第8話

 阪原の元に遣いが来たのは秋の暮れであった。

 


「駿府……」


「如何にも」


 書状を持った裃の役人が阪原を見据え、小さく唸った。


 阪原は震え上がった。

 当時の駿府城は天領である。そこからの報せとあれば余程の事態。身に覚えといえば、あの日伊勢を裏切った事ぐらいだが、左様な小事ならば奉行所から役人がくるはずである。幕府直轄の城からわざわざ文など寄越すはずがない。それにもうあれは過去の話である。わざわざ蒸し返されるとは考え難い。では、いったい何事か……


「では読み上げる……」


 うなずく阪原は息を呑ち、役人から発せられる声に耳を傾けた。

 淡々と読まれる書状の内容は、簡単にいえばこのようなものであった


 天下無双と謳われる千葉一心流の業前を見たい。相手を用意した故、駿府の白砂にて立会いを求める。また、これは真剣を用いて行う。


「いかがかな?」と、変わらぬ顔で役人が問うと、阪原は「いかがもなにも……」と渋とした態度を見せた。

 しかし内心は違う。阪原の胸の中では、今すぐにでも支度をし、早馬を走らせ駿府へと参上したいと思っていた。

 だが、このご時世に真剣での試合とは随分な沙汰。尾張への義理があるし、何より対面がある。如何に将軍家所縁の地といえど他藩は他藩。そこに命ぜられ、「喜んで」と二つ返事を返すはあまりに薄情である。素ぶりだけでも、意地と、尾張への忠義を見せなくてはならなかった。


「案じなさるな。其処許はただ千葉一心流を振るえばよいだけ」


 察したかのように役人がそう口にする。というより、この一連は形式のようなものであり、言わば茶番なのであるが、建前で生きる人間にとってなくてはならぬ儀式なのである。


「……で、あれば、是非もなし、恐れ多くも将軍家のお膝元に招かれたとあらば、参らぬわけには行きませぬ」


 ここでようやく阪原が笑みを見せる。だが、笑い慣れぬ為かそれは歪な微笑となって現れ、周囲の者達は些か困惑したように咳払いなどをして場を持たせた。

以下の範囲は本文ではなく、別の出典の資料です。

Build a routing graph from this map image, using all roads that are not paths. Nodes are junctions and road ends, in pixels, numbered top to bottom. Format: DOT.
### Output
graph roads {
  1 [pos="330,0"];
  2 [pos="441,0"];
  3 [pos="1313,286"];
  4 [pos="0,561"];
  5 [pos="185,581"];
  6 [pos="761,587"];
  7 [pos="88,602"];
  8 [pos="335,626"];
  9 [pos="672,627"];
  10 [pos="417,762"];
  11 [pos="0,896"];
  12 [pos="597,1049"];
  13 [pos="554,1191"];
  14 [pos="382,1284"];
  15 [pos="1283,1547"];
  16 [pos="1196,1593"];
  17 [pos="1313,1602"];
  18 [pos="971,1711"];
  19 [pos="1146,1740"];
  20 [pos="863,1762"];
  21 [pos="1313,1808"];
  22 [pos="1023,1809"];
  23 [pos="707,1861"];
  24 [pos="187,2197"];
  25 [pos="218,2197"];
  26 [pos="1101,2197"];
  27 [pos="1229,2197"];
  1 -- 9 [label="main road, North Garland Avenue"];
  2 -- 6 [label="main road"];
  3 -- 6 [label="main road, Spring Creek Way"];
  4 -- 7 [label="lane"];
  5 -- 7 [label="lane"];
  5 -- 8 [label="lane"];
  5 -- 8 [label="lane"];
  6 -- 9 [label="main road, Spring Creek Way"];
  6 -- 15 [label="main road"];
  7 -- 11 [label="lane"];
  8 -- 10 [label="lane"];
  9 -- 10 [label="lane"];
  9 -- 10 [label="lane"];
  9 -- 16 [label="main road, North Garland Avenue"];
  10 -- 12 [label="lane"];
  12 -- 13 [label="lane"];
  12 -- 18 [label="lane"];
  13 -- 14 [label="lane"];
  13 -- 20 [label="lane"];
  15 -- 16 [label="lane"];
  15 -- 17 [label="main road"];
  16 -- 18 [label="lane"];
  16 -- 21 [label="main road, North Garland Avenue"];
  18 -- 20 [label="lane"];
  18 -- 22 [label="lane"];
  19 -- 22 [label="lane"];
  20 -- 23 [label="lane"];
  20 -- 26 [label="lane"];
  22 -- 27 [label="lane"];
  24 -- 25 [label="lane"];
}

「して、お相手は? まさか、型を見せて腕を示せというわけでは御座りますまい」


 その空気を察し、阪原は口を開いた。顔の形はすっかりと元どおりである。


「左様。だが、彼の者の姿は登城してからご覧いただきたい」


「……それは異様なお申し出」


「相手が分からねば斬れぬか?」


 挑発である。役人が発したこの言葉は失言に近い。言を濁し誘うは、此度の立会いが尋常ならざるものであると言っているのと同じである。

 真剣にての立会い。相手の素性が不明。これでは人ではなく、闘犬の死合い。だが。


「……千葉一心流は合戦の技。即ち、有象無象を斬る技にございまする」


 阪原は逃げるわけにはいかなかった。千葉の跡を継いだ以上、その名を汚す事は許されないのである。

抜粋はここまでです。